Comical because her spokepeople don’t appear
to know or care how patently silly they look crafting each of the serpentine delegate scenarios
which, we are assured, will catapult her to victory. Sad because, for all the
justified criticism of the Clintons,
it gives one no great joy to see this tarnishing of their political
legacy come about. It’s like the
reaction of partygoers to a person that stutters: people laugh, but they’re not
too happy about it . . .
One can only imagine the devastating impact this 2008 campaign
has had on Hillary Clinton. Only five months ago, she was celebrating the
Christmas season as the prohibitive favorite not only to win the Democratic
Presidential nomination, but to succeed yet another Bush with yet another
Clinton in the White House this November.
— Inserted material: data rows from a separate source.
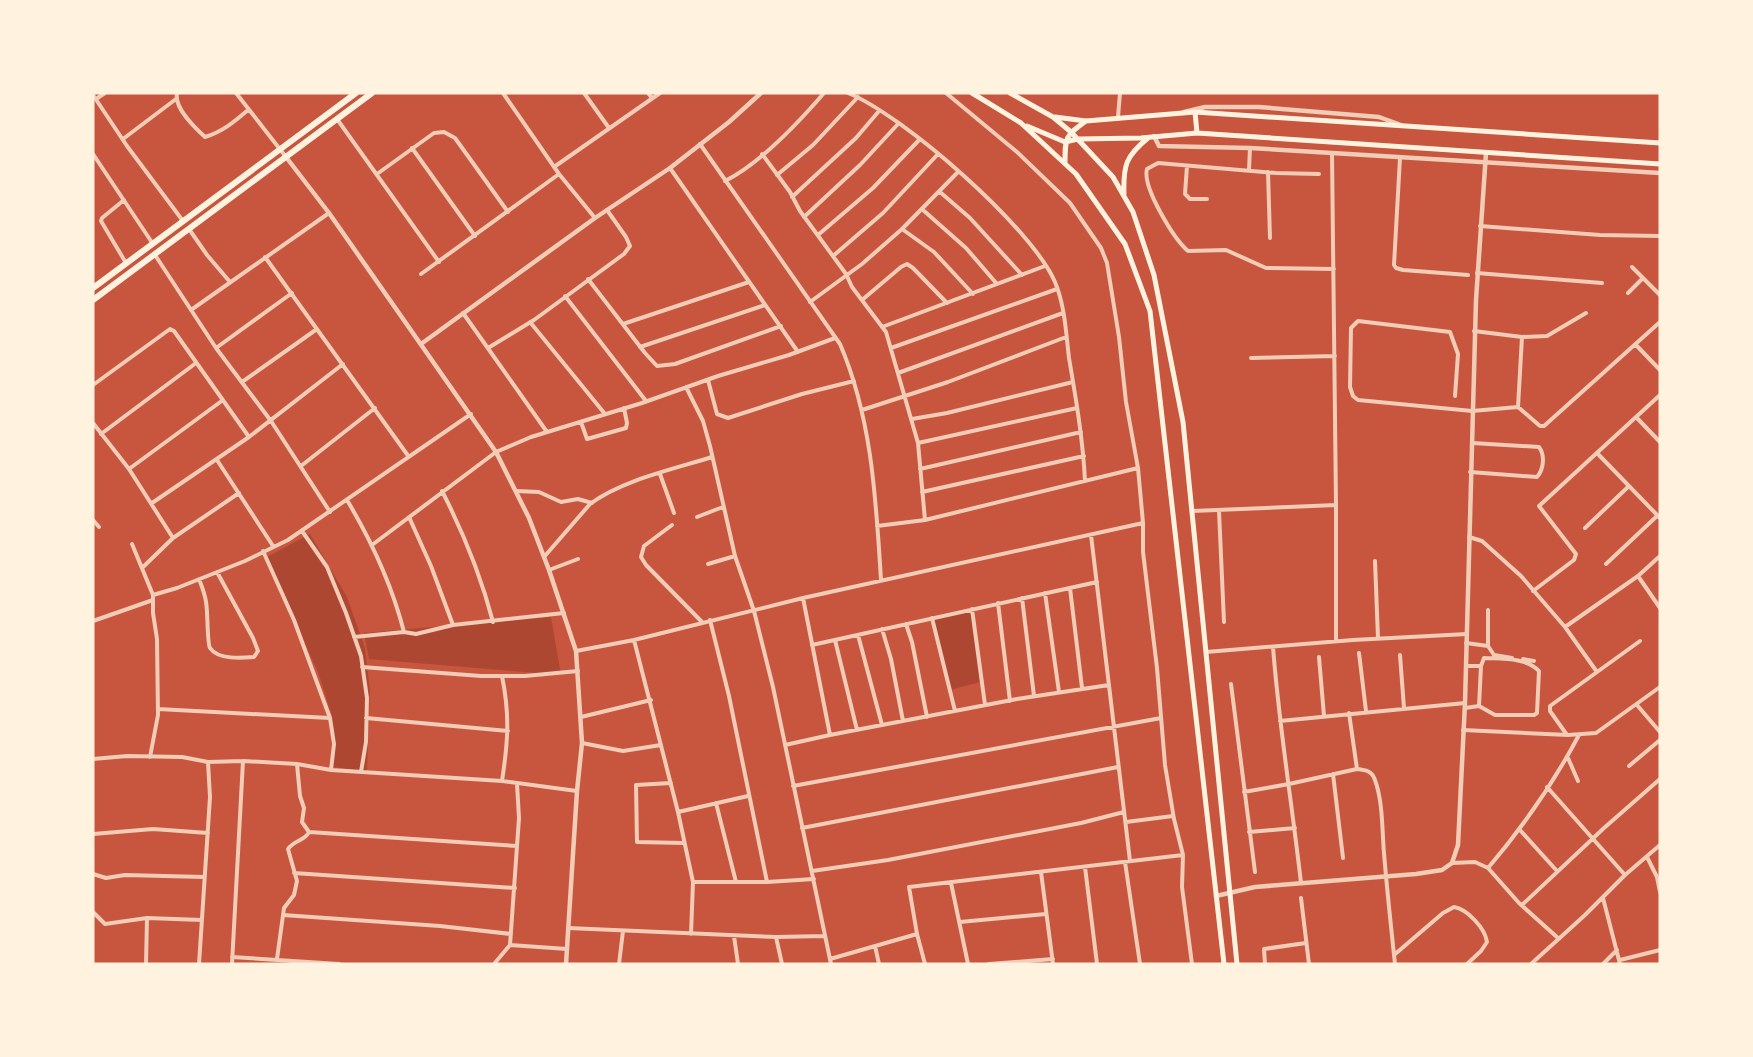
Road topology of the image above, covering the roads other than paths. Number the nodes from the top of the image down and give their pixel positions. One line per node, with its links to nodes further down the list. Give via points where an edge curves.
1 (105, 93): 17 (street)
2 (177, 93): 20 (street)
3 (236, 93): 21 (street)
4 (356, 93): 44 (main road)
5 (372, 93): 27 (main road)
6 (503, 93): 56 (street)
7 (584, 93): 32 (street)
8 (648, 93): 19 (street)
9 (660, 93): 19 (street)
10 (761, 93): 41 (street)
11 (824, 93): 47 (street)
12 (848, 93): 18 (street)
13 (946, 93): 183 (street, via 1061,194 1101,248 1112,285)
14 (972, 93): 29 (main road)
15 (1010, 93): 25 (main road)
16 (1120, 93): 26 (street)
17 (94, 97): 36 (street)
18 (858, 97): 22 (street); 65 (street, via 813,145)
19 (652, 98): 32 (street)
20 (176, 99): 21 (street, via 205,137 229,126); 36 (street)
21 (248, 110): 44 (street)
22 (879, 111): 30 (street); 69 (street, via 856,138)
23 (1182, 112): 24 (main road); 26 (main road); 31 (street, via 1205,106 1259,107 1379,117)
24 (1195, 112): 31 (main road); 34 (main road)
25 (1053, 117): 28 (main road); 33 (main road)
26 (1118, 117): 28 (main road)
27 (337, 119): 50 (main road); 62 (street)
28 (1086, 121): 33 (main road)
29 (1021, 123): 39 (main road); 53 (main road)
30 (898, 124): 37 (street); 76 (street)
31 (1401, 125): 40 (main road)
32 (609, 129): 56 (street)
33 (1071, 132): 38 (main road); 39 (main road)
34 (1197, 134): 35 (main road); 45 (main road)
35 (1152, 136): 38 (main road); 43 (street, via 1158,146); 68 (main road, via 1126,161)
36 (123, 139): 78 (street)
37 (920, 139): 48 (street); 82 (street, via 873,188)
38 (1078, 139): 39 (main road); 68 (main road)
39 (1065, 142): 53 (main road)
40 (1660, 143)
41 (700, 144): 57 (street); 66 (street)
42 (412, 148): 62 (street); 74 (street, via 434,133 444,132 454,138); 83 (street)
43 (1250, 148): 49 (street); 58 (street)
44 (281, 150): 50 (street); 78 (main road)
45 (1486, 153): 52 (street); 54 (main road)
46 (93, 154): 71 (street)
47 (762, 154): 65 (street); 66 (street)
48 (938, 154): 59 (street); 88 (street, via 883,213)
49 (1332, 154): 51 (street); 94 (street)
50 (286, 157): 75 (street); 80 (main road)
51 (1401, 158): 52 (street); 99 (street, via 1394,266)
52 (1485, 162): 61 (street); 79 (street)
53 (1065, 163): 386 (main road, via 1125,244 1150,311)
54 (1660, 164)
55 (1187, 166): 58 (street); 70 (street, via 1185,194 1190,199); 94 (street, via 1158,163 1147,169 1145,175 1161,212 1188,251 1226,250 1266,268)
56 (554, 167): 63 (street)
57 (670, 168): 72 (street); 103 (street)
58 (1250, 170): 60 (street)
59 (958, 172): 67 (street); 92 (street, via 1010,221)
60 (1268, 172): 64 (street); 85 (street)
61 (1660, 173)
62 (377, 174): 90 (street)
63 (559, 174): 74 (street); 77 (street)
64 (1319, 174)
65 (777, 175): 69 (street)
66 (724, 181): 115 (street)
67 (940, 192): 73 (street); 98 (street, via 970,218)
68 (1124, 195): 201 (main road, via 1154,275 1183,422)
69 (792, 197): 76 (street)
70 (1207, 199)
71 (123, 200): 86 (street); 91 (street, via 101,221)
72 (607, 210): 77 (street); 101 (street, via 630,246)
73 (923, 210): 81 (street); 105 (street, via 966,248)
74 (508, 212): 83 (street)
75 (329, 213): 89 (street); 132 (street)
76 (804, 217): 82 (street)
77 (595, 218): 119 (street)
78 (183, 222): 86 (main road)
79 (1480, 226): 84 (street); 95 (street)
80 (189, 229): 87 (main road); 102 (street)
81 (902, 229): 97 (street); 110 (street, via 934,252)
82 (818, 235): 88 (street)
83 (475, 236): 90 (street)
84 (1660, 236)
85 (1270, 238)
86 (153, 244): 91 (main road)
87 (155, 255): 113 (main road); 118 (street)
88 (833, 256): 97 (street)
89 (265, 257): 102 (street); 108 (street)
90 (439, 262): 96 (street)
91 (127, 264): 106 (main road)
92 (1045, 266): 98 (street); 107 (street)
93 (1632, 267): 100 (street)
94 (1334, 269): 139 (street)
95 (1477, 273): 104 (street); 128 (street)
96 (421, 274)
97 (846, 274): 114 (street); 115 (street)
98 (1022, 275): 105 (street)
99 (1468, 275)
100 (1643, 278): 109 (street); 111 (street)
101 (588, 279): 112 (street); 124 (street)
102 (230, 282): 118 (street)
103 (749, 282): 117 (street); 124 (street)
104 (1602, 283)
105 (998, 284): 110 (street)
106 (93, 288)
107 (1057, 289): 120 (street); 137 (street)
108 (292, 293): 127 (street); 135 (street)
109 (1629, 293)
110 (973, 294): 116 (street)
111 (1660, 295)
112 (565, 296): 122 (street); 155 (street)
113 (93, 300)
114 (862, 300): 116 (street, via 907,264); 126 (street)
115 (810, 302): 131 (street)
116 (947, 303): 126 (street)
117 (765, 305): 125 (street); 134 (street)
118 (191, 310): 135 (street)
119 (463, 313): 132 (street); 136 (street)
120 (1063, 313): 130 (street); 144 (street)
121 (1586, 313): 129 (street, via 1547,336)
122 (530, 322): 136 (street); 163 (street)
123 (1660, 322): 133 (street)
124 (623, 324): 134 (street)
125 (780, 326): 134 (street, via 663,366 657,366); 138 (street)
126 (882, 327): 137 (street)
127 (318, 328): 142 (street); 147 (street)
128 (1474, 331): 129 (street); 161 (street)
129 (1522, 336): 156 (street)
130 (1066, 337): 148 (street); 153 (street)
131 (835, 338): 138 (street); 146 (street)
132 (421, 344): 162 (street)
133 (1636, 345): 143 (street); 156 (street, via 1544,426)
134 (640, 346)
135 (216, 348): 147 (street)
136 (488, 348): 169 (street)
137 (891, 348): 144 (street)
138 (798, 352): 145 (street)
139 (1335, 356): 140 (street); 198 (street)
140 (1251, 358)
141 (196, 363): 149 (street, via 170,329); 154 (street); 171 (street)
142 (343, 364): 157 (street); 166 (street)
143 (1660, 370)
144 (898, 373): 153 (street)
145 (708, 380): 146 (street, via 717,414 728,418); 150 (street)
146 (854, 381): 160 (street)
147 (242, 382): 166 (street)
148 (1073, 382): 159 (street); 165 (street)
149 (93, 385)
150 (686, 387): 155 (street); 180 (street, via 703,421)
151 (1660, 395): 164 (street)
152 (1455, 396): 161 (street, via 1458,354 1450,332 1358,321 1351,328 1350,387 1358,400)
153 (904, 397): 160 (street); 165 (street)
154 (223, 400): 172 (street); 184 (street)
155 (646, 401): 158 (street)
156 (1518, 407): 161 (street)
157 (375, 408): 179 (street); 182 (street)
158 (624, 408): 163 (street); 167 (street, via 626,428 600,437 587,439)
159 (1077, 408): 170 (street); 174 (street)
160 (862, 410): 212 (street)
161 (1472, 411): 175 (street)
162 (471, 414): 176 (street); 179 (street)
163 (605, 414): 167 (street)
164 (1636, 417): 173 (street); 177 (street)
165 (912, 419): 174 (street)
166 (271, 421): 172 (street); 182 (street)
167 (581, 422): 169 (street)
168 (93, 423): 171 (street)
169 (547, 432): 176 (street)
170 (1081, 432): 178 (street); 185 (street)
171 (101, 434): 184 (street)
172 (249, 437): 181 (street)
173 (1660, 442)
174 (918, 443): 185 (street)
175 (1471, 443): 186 (street); 186 (street, via 1539,447 1543,465 1537,477)
176 (496, 452): 190 (street); 191 (street)
177 (1598, 453): 189 (street); 199 (street)
178 (1084, 456): 188 (street); 192 (street)
179 (409, 457): 195 (street)
180 (712, 457): 187 (street); 200 (street)
181 (217, 460): 193 (street); 196 (street)
182 (301, 466): 203 (street)
183 (1138, 468): 188 (street); 210 (street)
184 (129, 469): 196 (street)
185 (920, 469): 192 (street)
186 (1470, 472): 217 (street)
187 (660, 474): 197 (street); 204 (street)
188 (1085, 481): 209 (street)
189 (1629, 486): 207 (street); 214 (street)
190 (442, 491): 205 (street); 252 (street, via 483,582)
191 (516, 491): 197 (street, via 539,492 561,502 574,498); 223 (street)
192 (922, 492): 209 (street)
193 (239, 493): 218 (street); 221 (street)
194 (1533, 500): 199 (street)
195 (347, 501): 203 (street); 220 (street)
196 (152, 503): 218 (street)
197 (592, 503): 223 (street)
198 (1336, 505): 202 (street); 266 (street)
199 (1539, 506): 238 (street, via 1576,554 1574,560)
200 (723, 507): 206 (street); 224 (street)
201 (1192, 511): 202 (street); 273 (main road)
202 (1220, 511): 254 (street)
203 (330, 512): 215 (street)
204 (674, 513)
205 (409, 517): 220 (street); 256 (street)
206 (697, 517)
207 (1659, 517): 229 (street)
208 (93, 520): 213 (street)
209 (925, 520): 212 (street)
210 (1143, 523): 216 (street); 306 (street)
211 (672, 525): 253 (street, via 644,546 641,557)
212 (877, 526): 235 (street)
213 (99, 527)
214 (1585, 528)
215 (302, 531): 221 (street); 262 (street, via 327,567)
216 (1091, 535): 235 (street); 236 (street)
217 (1469, 537): 238 (street, via 1482,541); 260 (street)
218 (173, 538): 230 (street)
219 (132, 544): 230 (street)
220 (372, 545): 259 (street)
221 (273, 546): 222 (street)
222 (263, 551): 232 (street); 304 (street, via 294,620)
223 (544, 556): 231 (street)
224 (735, 556): 228 (street); 247 (street)
225 (1660, 556): 233 (street)
226 (578, 559): 231 (street)
227 (1375, 561): 263 (street)
228 (708, 564)
229 (1606, 564)
230 (142, 568): 240 (street)
231 (549, 570): 248 (street)
232 (217, 572): 234 (street); 234 (street, via 253,638 258,651 254,657 219,655 211,650 206,602)
233 (1638, 576): 244 (street); 257 (street)
234 (199, 579): 240 (street)
235 (881, 580): 241 (street)
236 (1097, 582): 237 (street); 285 (street)
237 (1070, 588): 239 (street); 287 (street)
238 (1533, 591): 257 (street)
239 (1045, 593): 242 (street); 288 (street)
240 (153, 597): 251 (street); 297 (street)
241 (803, 598): 247 (street); 269 (street)
242 (1022, 598): 243 (street); 289 (street)
243 (998, 603): 245 (street); 291 (street)
244 (1660, 608)
245 (972, 609): 249 (street); 292 (street)
246 (1488, 610): 270 (street)
247 (754, 611): 250 (street); 321 (street)
248 (564, 613): 252 (street); 272 (street)
249 (932, 618): 255 (street); 298 (street)
250 (710, 620): 253 (street); 344 (street)
251 (93, 621)
252 (493, 622): 256 (street)
253 (702, 622): 264 (street)
254 (1224, 622)
255 (906, 624): 258 (street); 303 (street)
256 (453, 625): 259 (street, via 416,634)
257 (1565, 627): 282 (street)
258 (882, 629): 261 (street); 308 (street)
259 (404, 632): 262 (street)
260 (1467, 634): 263 (street); 268 (street)
261 (858, 635): 265 (street); 309 (street)
262 (354, 637): 280 (street)
263 (1378, 638): 266 (street)
264 (634, 640): 272 (street); 290 (street)
265 (836, 640): 269 (street); 311 (street)
266 (1336, 641): 271 (street)
267 (1640, 641): 282 (street)
268 (1466, 643): 270 (street); 278 (street)
269 (812, 645): 316 (street)
270 (1488, 646): 277 (street, via 1494,655)
271 (1273, 647): 273 (street); 307 (street)
272 (576, 651): 281 (street)
273 (1206, 652): 384 (main road)
274 (1359, 653): 299 (street)
275 (1400, 655): 296 (street)
276 (1319, 657): 301 (street)
277 (1534, 661)
278 (1466, 666): 279 (street); 294 (street)
279 (1481, 666): 295 (street); 295 (street, via 1484,658 1524,661 1537,668 1537,713 1496,715)
280 (362, 667): 283 (street); 305 (street)
281 (578, 671): 283 (street); 302 (street)
282 (1597, 672): 317 (street, via 1551,706 1550,711)
283 (502, 676): 313 (street)
284 (1231, 684): 343 (street)
285 (1109, 685): 287 (street); 310 (street)
286 (1660, 687): 293 (street)
287 (1082, 688): 288 (street)
288 (1059, 692): 289 (street)
289 (1034, 696): 291 (street)
290 (651, 700): 302 (street); 320 (street)
291 (1010, 701): 292 (street)
292 (985, 705): 298 (street)
293 (1637, 705): 314 (street); 315 (street, via 1596,733)
294 (1465, 706): 295 (street); 296 (street); 312 (street)
295 (1479, 706)
296 (1404, 708): 299 (street)
297 (158, 709): 304 (street); 322 (street)
298 (955, 711): 303 (street)
299 (1366, 711): 300 (street)
300 (1349, 713): 301 (street); 330 (street)
301 (1323, 716): 307 (street)
302 (580, 717): 319 (street)
303 (927, 717): 308 (street)
304 (330, 718): 331 (street, via 334,744)
305 (366, 718): 313 (street); 332 (street)
306 (1161, 718): 310 (street); 348 (street)
307 (1280, 721): 339 (street)
308 (903, 722): 309 (street)
309 (882, 725): 311 (street)
310 (1114, 726): 329 (street); 340 (street)
311 (857, 730): 316 (street)
312 (1463, 730): 317 (street); 365 (street, via 1458,845)
313 (508, 731): 335 (street)
314 (1660, 732)
315 (1579, 734): 317 (street); 323 (street)
316 (830, 735): 321 (street)
317 (1568, 735)
318 (1660, 740): 328 (street)
319 (582, 743): 320 (street, via 623,751); 342 (street)
320 (661, 745): 337 (street)
321 (785, 745): 340 (street)
322 (150, 757): 324 (street); 326 (street)
323 (1568, 757): 336 (street); 341 (street)
324 (93, 759)
325 (243, 761): 326 (street); 327 (street); 412 (street)
326 (208, 762): 355 (street)
327 (297, 764): 331 (street); 353 (street, via 304,808 302,822)
328 (1629, 766)
329 (1118, 767): 347 (street); 350 (street)
330 (1357, 769): 333 (street); 375 (street, via 1366,770 1375,778)
331 (331, 770): 332 (street)
332 (361, 772): 335 (street)
333 (1333, 774): 339 (street); 363 (street)
334 (1660, 779): 357 (street)
335 (502, 781): 338 (street)
336 (1578, 781)
337 (671, 783): 346 (street); 358 (street, via 636,785 637,842)
338 (518, 784): 342 (street); 360 (street)
339 (1289, 784): 343 (street); 351 (street)
340 (793, 786): 350 (street)
341 (1547, 787): 352 (street); 357 (street)
342 (576, 791): 396 (street)
343 (1244, 792): 354 (street)
344 (748, 796): 345 (street); 380 (street)
345 (716, 803): 346 (street); 379 (street)
346 (678, 812): 358 (street)
347 (1124, 812): 349 (street); 368 (street, via 888,860)
348 (1173, 816): 349 (street); 361 (street)
349 (1126, 822): 364 (street)
350 (802, 828): 368 (street)
351 (1295, 828): 354 (street); 382 (street)
352 (1519, 829): 367 (street); 371 (street)
353 (309, 831): 360 (street); 372 (street, via 288,849)
354 (1249, 832): 370 (street)
355 (208, 833): 356 (street, via 153,829); 376 (street)
356 (93, 834)
357 (1593, 837): 371 (street); 374 (street)
358 (684, 843): 378 (street)
359 (1660, 845): 362 (street)
360 (517, 846): 383 (street)
361 (1184, 855): 364 (street); 432 (street, via 1182,887)
362 (1647, 856): 374 (street); 385 (street)
363 (1342, 858)
364 (1127, 861): 366 (street); 431 (street)
365 (1452, 863): 367 (street, via 1474,862); 375 (street, via 1442,870)
366 (1085, 867): 369 (street); 430 (street)
367 (1488, 868): 389 (street)
368 (812, 871): 377 (street)
369 (1041, 872): 381 (street); 391 (street)
370 (1255, 872)
371 (1557, 872): 389 (street)
372 (294, 873): 383 (street); 392 (street, via 294,895 286,903)
373 (93, 874): 376 (street, via 106,878)
374 (1625, 874): 387 (street)
375 (1386, 876): 382 (street); 411 (street)
376 (204, 877): 394 (street)
377 (814, 879): 380 (street); 402 (street)
378 (693, 882): 379 (street); 400 (street)
379 (736, 882): 380 (street)
380 (767, 882)
381 (951, 882): 395 (street); 398 (street, via 909,887)
382 (1301, 883): 384 (street)
383 (515, 888): 399 (street)
384 (1229, 892): 386 (street); 434 (main road)
385 (1660, 892)
386 (1216, 896): 433 (main road)
387 (1603, 897): 404 (street); 409 (street)
388 (1301, 898): 405 (street)
389 (1522, 905): 404 (street)
390 (93, 912): 393 (street, via 105,924)
391 (1046, 914): 395 (street); 414 (street)
392 (283, 915): 399 (street); 413 (street)
393 (147, 918): 394 (street); 417 (street)
394 (202, 920): 418 (street)
395 (960, 922): 428 (street)
396 (568, 928): 397 (street); 408 (street)
397 (623, 931): 400 (street); 423 (street)
398 (917, 933): 407 (street); 427 (street)
399 (511, 934): 406 (street)
400 (691, 934): 401 (street)
401 (734, 936): 403 (street); 424 (street)
402 (824, 936): 403 (street); 415 (street)
403 (776, 937): 425 (street)
404 (1558, 938): 439 (street)
405 (1306, 943): 435 (street, via 1264,949); 436 (street)
406 (510, 945): 408 (street); 421 (street)
407 (875, 946): 415 (street); 426 (street)
408 (567, 949): 422 (street)
409 (1617, 949): 416 (street); 440 (street)
410 (1660, 950): 416 (street)
411 (1394, 955): 437 (street); 438 (street, via 1454,907 1461,908 1486,934 1487,942)
412 (232, 957): 413 (street); 419 (street)
413 (277, 959): 420 (street)
414 (1053, 961): 429 (street)
415 (831, 962)
416 (1620, 962)
417 (146, 964)
418 (200, 964)
419 (232, 964)
420 (337, 964)
421 (494, 964)
422 (566, 964)
423 (620, 964)
424 (738, 964)
425 (783, 964)
426 (879, 964)
427 (925, 964)
428 (968, 964)
429 (989, 964)
430 (1097, 964)
431 (1140, 964)
432 (1192, 964)
433 (1224, 964)
434 (1237, 964)
435 (1265, 964)
436 (1309, 964)
437 (1395, 964)
438 (1467, 964)
439 (1531, 964)
440 (1603, 964)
The sheer historical magnitude of it is hard to
overstate. First female President of the United States. First Husband and Wife to be elected
President separately. The inaugural First Gentleman of America. On top of that, she would be succeeding one of the most discredited Presidents in memory, having saddled the country with a hugely unpopular and incredibly costly war, a moribund
economy exacerbated by a mortgage crisis affecting millions, and a scandal-ridden Administration. Worse, the majority of this occurring under the complete Executive and legislative control of the Republican Party, whose greedy fingerprints were all over these disasters. This was a scenario unsurpassed for the Democrats, with the possible exception of the election of 1932, when Franklin Delano Roosevelt and his New Deal swept into office in the midst of the Great Depression. The coronation was signed, sealed, and delivered by everyone - everyone, that is, except the voters.
What the Clintons were about to find out was that, contrary to
popular opinion, the punditocracy, and various other corners of conventional
wisdom, there was an alternative to Queen Hillary—Barack Obama. The Face of Change, and in a historical
return of serve, an African-American face at that. Young, attractive, intelligent, unflappable,
with a public service pedigree from the streets of Chicago and a staggering
Internet fundraising machine, he stormed into the collective consciousness to “steal”
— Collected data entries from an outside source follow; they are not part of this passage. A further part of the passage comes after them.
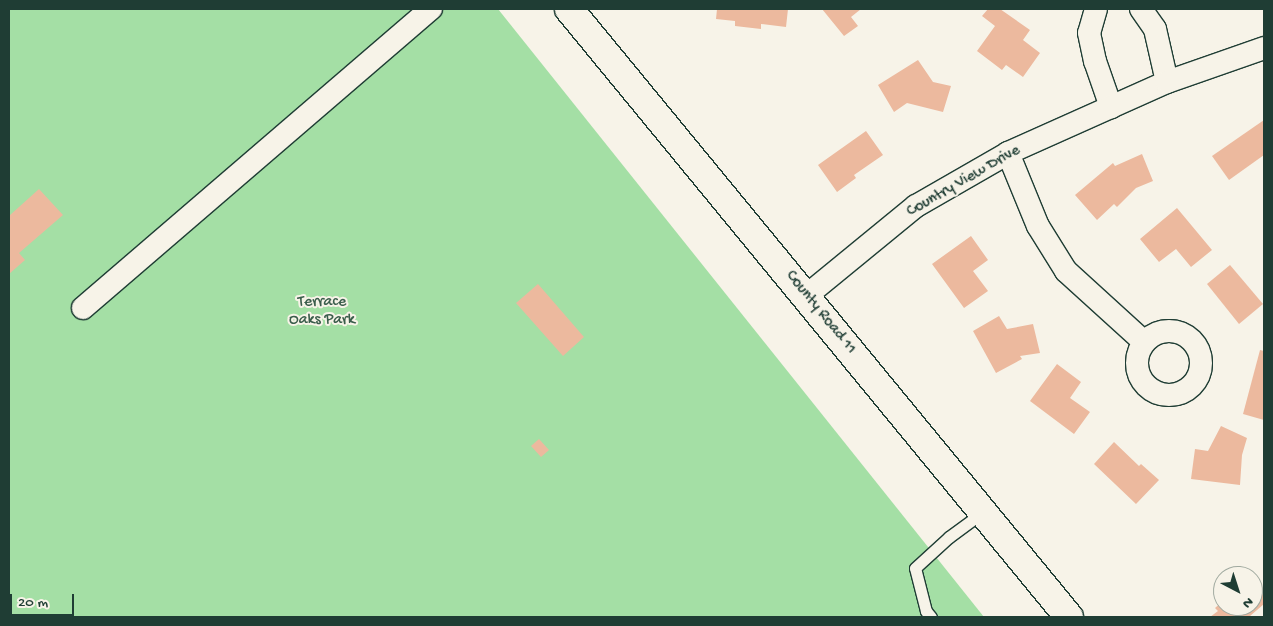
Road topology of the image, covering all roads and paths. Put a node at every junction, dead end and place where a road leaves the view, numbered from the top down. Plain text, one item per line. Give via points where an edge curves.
1 (431, 9) edge
2 (570, 9) edge
3 (1096, 9) edge
4 (1141, 9) edge
5 (1264, 48) edge
6 (1167, 82) junction
7 (1112, 107) junction
8 (1008, 153) junction
9 (806, 296) junction
10 (84, 308) dead end
11 (1144, 342) dead end
12 (983, 512) junction
13 (931, 617) edge
14 (1069, 617) edge

1 - 10 street
2 - 9 street, County Road 11
3 - 7 street via 1089,33 1095,61
4 - 6 street via 1155,29
5 - 6 street, Country View Drive
6 - 7 street, Country View Drive
7 - 8 street, Country View Drive
8 - 9 street, Country View Drive via 916,206
8 - 11 street via 1038,226 1066,271
9 - 12 street, County Road 11
12 - 13 lane via 948,537 915,568 926,611
12 - 14 street, County Road 11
the nomination from Hillary, as her revisionist patrons will no doubt see it
years from now. And yet, as I’ve
maintained from the beginning of this
electoral sea change back in January, her fall is not a complete surprise. For as unique as the Obama candidacy is (although
still a story without an ending), there is now and was even before Iowa a
considerable segment of the Democratic Party base that was not so much
anti-Hillary as anti-Clinton/Bush Dynasty.
The notion that only the Bushes and Clintons
were the most qualified to lead was and is a suffocating prospect to many
Democrats. There are other Democratic
voters (such as myself) who voted twice for Bill Clinton in large part to rid
us of Reagan and to stave off what eventually George W. stole for himself in
2000, but who have not forgotten the shameful sellouts to NAFTA and the
Telecommunications Act by Bill Clinton. It is an anti-Democratic Leadership Council, anti-Triangulation, anti-Corporate
movement that is growing and that correctly identifies Bill and Hillary Clinton
as accommodationists to the corporate lobbyists ravaging the country. These populist voters want Real Democrats,
not New ones.
In the final analysis, I believe Hillary Clinton failed to
win because of one overarching reality that neither she, nor Bill, nor Mark Penn, Terry
McAuliffe, James Carville, etc., ever realized or could overcome. The unvarnished truth
is that the majority of Democratic voters in 2008 simply DID NOT WANT HER. For all her early financial advantage, her
universal name recognition, her experience, her historic candidacy, the help of
a popular ex-President, and her “inevitability," her voters did not want her.